Network Working Group                                         P. Rzewski
Internet Draft                                                   Inktomi
Expires 17, May 2001                                             B. Cain
                                                            Mirror Image
                                                            N. Robertson
                                                                  Exodus
                                                           November 2000

         Cross-Network Distribution of Content Signals for HTTP
                     draft-rzewski-cndistcs-00.txt

Status of this Memo

   This document is an Internet-Draft and is in full conformance with
   all provisions of Section 10 of RFC2026.

   Internet-Drafts are working documents of the Internet Engineering
   Task Force (IETF), its areas, and its working groups. Note that other
   groups may also distribute working documents as Internet-Drafts.
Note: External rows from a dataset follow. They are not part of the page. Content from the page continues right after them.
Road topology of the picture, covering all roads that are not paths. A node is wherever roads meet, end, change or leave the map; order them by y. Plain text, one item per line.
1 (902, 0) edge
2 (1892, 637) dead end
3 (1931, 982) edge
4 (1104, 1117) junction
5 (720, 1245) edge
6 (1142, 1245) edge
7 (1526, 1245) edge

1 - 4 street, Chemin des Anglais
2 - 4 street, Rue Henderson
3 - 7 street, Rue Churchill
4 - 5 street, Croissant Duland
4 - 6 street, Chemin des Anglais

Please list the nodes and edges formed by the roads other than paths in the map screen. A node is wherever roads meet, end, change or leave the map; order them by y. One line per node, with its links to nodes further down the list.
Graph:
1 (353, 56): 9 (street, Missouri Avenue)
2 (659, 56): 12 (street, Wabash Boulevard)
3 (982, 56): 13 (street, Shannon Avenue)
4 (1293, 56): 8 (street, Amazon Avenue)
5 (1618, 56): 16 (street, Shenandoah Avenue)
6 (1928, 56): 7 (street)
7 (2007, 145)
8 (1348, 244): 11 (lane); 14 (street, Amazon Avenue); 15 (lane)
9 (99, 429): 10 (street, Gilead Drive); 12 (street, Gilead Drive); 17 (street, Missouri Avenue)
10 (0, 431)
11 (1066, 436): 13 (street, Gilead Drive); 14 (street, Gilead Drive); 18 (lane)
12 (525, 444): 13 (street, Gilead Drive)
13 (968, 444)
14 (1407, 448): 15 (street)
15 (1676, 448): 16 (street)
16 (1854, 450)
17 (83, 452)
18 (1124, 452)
   Internet-Drafts are draft documents valid for a maximum of six months
   and may be updated, replaced, or obsoleted by other documents at any
   time. It is inappropriate to use Internet-Drafts as reference
   material or to cite them other than as "work in progress."

   The list of current Internet-Drafts can be accessed at
   http://www.ietf.org/ietf/1id-abstracts.txt.

   The list of Internet-Draft Shadow Directories can be accessed at
   http://www.ietf.org/shadow.html.

   This Internet-Draft will expire on May 14, 2001.

Copyright Notice

   Copyright (C) The Internet Society (2000). All Rights Reserved.

Abstract

   One of the goals of "content peering" is to allow content providers
   increased control of content presentation in remote networks. In
   order to provide this, simple, commonly accepted implementations are
   required for content providers to originate control messages
   ("content signals"), for intermediate networks to relay them, and for
   edge networks to receive and act on them. This draft proposes such an


Rzewski, et al            Expires May 17, 2001                  [Page 1]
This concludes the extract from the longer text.